What the German media is laying out is a dangerous scenario where people in Greece get hyped up and worried over their banking sector....and make a run on the banks.  As one banker accurately described the simplicity of the problem.....you could have a couple of ATM machines in key neighborhoods which might fail one evening, and give off a false impression of a lack of money.  The next day.....a rush to the local banks gets picked up by the news media and suddenly in two or three days.....the whole banking sector is crushed by this demand to remove cash (lots of cash).....which the banks simply can't provide.

What happens on 25 January?  This next election will likely result in the current seven political parties still being around, but in differing numbers.  Some people think the Radical Left Party will move up from second-place where they stand currently (52 members of the 300)......overtaking the New Democracy Party (108 members of the 300).  There's a fear that the New Dawn Party (resembling the Nationalists Socialists of the 1930s) might also pick up another dozen-odd members.

The odds of stability coming out of this election?  So far, you don't get that impression from any journalists.....it's more like 'round-2'.
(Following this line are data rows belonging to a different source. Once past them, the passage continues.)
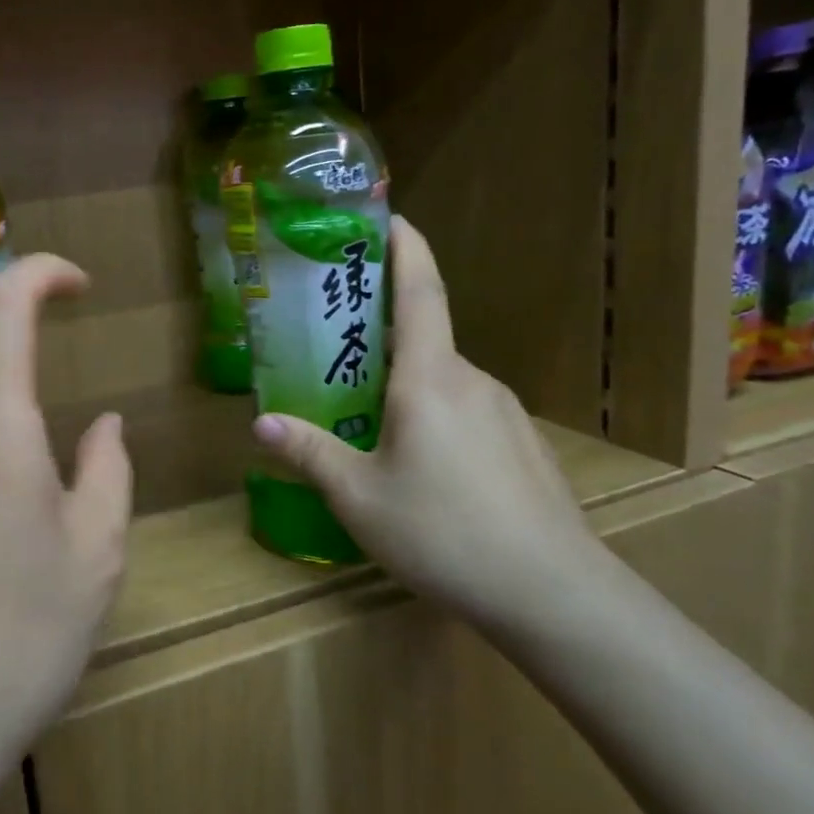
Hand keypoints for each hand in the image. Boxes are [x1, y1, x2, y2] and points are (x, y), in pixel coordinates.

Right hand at [252, 216, 605, 622]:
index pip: (420, 292)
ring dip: (405, 382)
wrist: (553, 595)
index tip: (391, 218)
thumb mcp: (358, 497)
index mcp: (430, 378)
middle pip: (424, 338)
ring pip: (443, 380)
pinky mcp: (521, 444)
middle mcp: (471, 380)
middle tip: (337, 343)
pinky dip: (432, 413)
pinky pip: (465, 411)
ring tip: (366, 412)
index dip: (406, 248)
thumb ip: (310, 453)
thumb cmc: (443, 532)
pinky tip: (418, 461)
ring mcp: (504, 412)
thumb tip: (261, 425)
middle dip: (382, 331)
Why does any of this matter to the typical German?  There is this scenario of Greece reaching a point of despair and the right political mechanics to leave the Euro, and return to their old currency.  The stability of the Euro will be called into question and the anti-Euro skeptics within Germany (probably five-to-ten percent of German society) will have more reason to discuss their own views on a national stage.  On the list of topics for the 2017 German election.....this is one that both the CDU/CSU and SPD political parties would prefer to avoid.  It only helps AfD.

So, when you settle down and view German news and the Greek election episode figures prominently....there's a good reason for telling this story.  The events of 25 January 2015 might lay out one of the top stories of the year, and generate more skeptical views of the Euro.